- WHAT YOU SHOULD DO:
Set down every record below exactly as it stands, minus the pictures.

*** PROVIDED RECORDS Section Begins ***

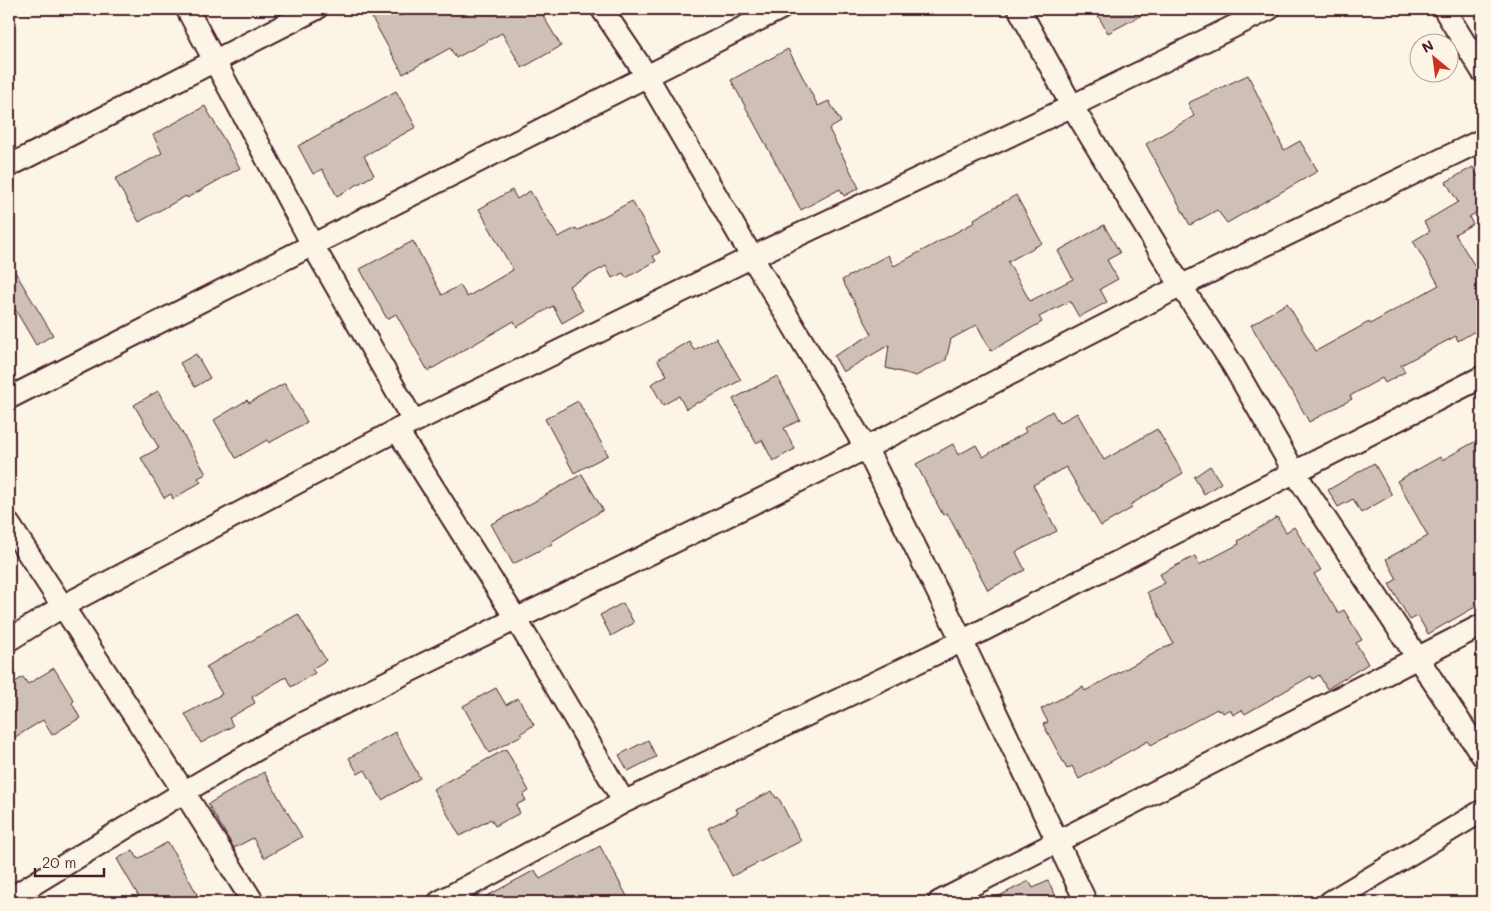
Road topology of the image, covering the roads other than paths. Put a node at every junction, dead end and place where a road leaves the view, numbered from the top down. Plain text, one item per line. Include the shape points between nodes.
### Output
1 (187, 9) edge
2 (316, 9) edge
3 (602, 9) edge
4 (780, 9) edge
5 (1019, 9) edge
6 (1269, 9) edge
7 (1444, 9) edge
8 (215, 61) junction
9 (1482, 71) edge
10 (647, 76) junction
11 (1072, 106) junction
12 (1482, 140) edge
13 (9, 166) edge
14 (312, 244) junction
15 (752, 257) junction
16 (1181, 286) junction
17 (1482, 377) edge
18 (9, 398) edge
19 (406, 426) junction
20 (866, 448) junction
21 (1295, 473) junction
22 (9, 524) edge
23 (63, 606) junction
24 (516, 619) junction
25 (1482, 625) edge
26 (9, 640) edge
27 (962, 641) junction
28 (1419, 658) junction
29 (1482, 754) edge
30 (184, 792) junction
31 (624, 802) junction
32 (1482, 811) edge
33 (1058, 842) junction
34 (9, 900) edge
35 (254, 902) edge
36 (439, 902) edge
37 (939, 902) edge
38 (1086, 902) edge
39 (1330, 902) edge

1 - 8 street
2 - 8 street
3 - 10 street
4 - 10 street
5 - 11 street
6 - 11 street
7 - 9 street
8 - 13 street
8 - 14 street
10 - 14 street
10 - 15 street
11 - 15 street
11 - 16 street
12 - 16 street
14 - 18 street
14 - 19 street
15 - 19 street
15 - 20 street
16 - 20 street
16 - 21 street via 1234,365
17 - 21 street
19 - 23 street
19 - 24 street
20 - 24 street
20 - 27 street
21 - 27 street
21 - 28 street
22 - 23 street
23 - 26 street
23 - 30 street
24 - 30 street via 300,725
24 - 31 street
25 - 28 street
27 - 31 street
27 - 33 street
28 - 29 street
28 - 33 street
30 - 34 street
30 - 35 street
31 - 36 street
32 - 39 street
33 - 37 street
33 - 38 street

*** PROVIDED RECORDS Section Ends ***

- WRITTEN RESPONSE:
Road topology of the image, covering the roads other than paths. Put a node at every junction, dead end and place where a road leaves the view, numbered from the top down. Plain text, one item per line. Include the shape points between nodes.
### Output
1 (187, 9) edge
2 (316, 9) edge
3 (602, 9) edge
4 (780, 9) edge
5 (1019, 9) edge
6 (1269, 9) edge
7 (1444, 9) edge
8 (215, 61) junction
9 (1482, 71) edge
10 (647, 76) junction
11 (1072, 106) junction
12 (1482, 140) edge
13 (9, 166) edge
14 (312, 244) junction
15 (752, 257) junction
16 (1181, 286) junction
17 (1482, 377) edge
18 (9, 398) edge
19 (406, 426) junction
20 (866, 448) junction
21 (1295, 473) junction
22 (9, 524) edge
23 (63, 606) junction
24 (516, 619) junction
25 (1482, 625) edge
26 (9, 640) edge
27 (962, 641) junction
28 (1419, 658) junction
29 (1482, 754) edge
30 (184, 792) junction
31 (624, 802) junction
32 (1482, 811) edge
33 (1058, 842) junction
34 (9, 900) edge
35 (254, 902) edge
36 (439, 902) edge
37 (939, 902) edge
38 (1086, 902) edge
39 (1330, 902) edge

1 - 8 street
2 - 8 street
3 - 10 street
4 - 10 street
5 - 11 street
6 - 11 street
7 - 9 street
8 - 13 street
8 - 14 street
10 - 14 street
10 - 15 street
11 - 15 street
11 - 16 street
12 - 16 street
14 - 18 street
14 - 19 street
15 - 19 street
15 - 20 street
16 - 20 street
16 - 21 street via 1234,365
17 - 21 street
19 - 23 street
19 - 24 street
20 - 24 street
20 - 27 street
21 - 27 street
21 - 28 street
22 - 23 street
23 - 26 street
23 - 30 street
24 - 30 street via 300,725
24 - 31 street
25 - 28 street
27 - 31 street
27 - 33 street
28 - 29 street
28 - 33 street
30 - 34 street
30 - 35 street
31 - 36 street
32 - 39 street
33 - 37 street
33 - 38 street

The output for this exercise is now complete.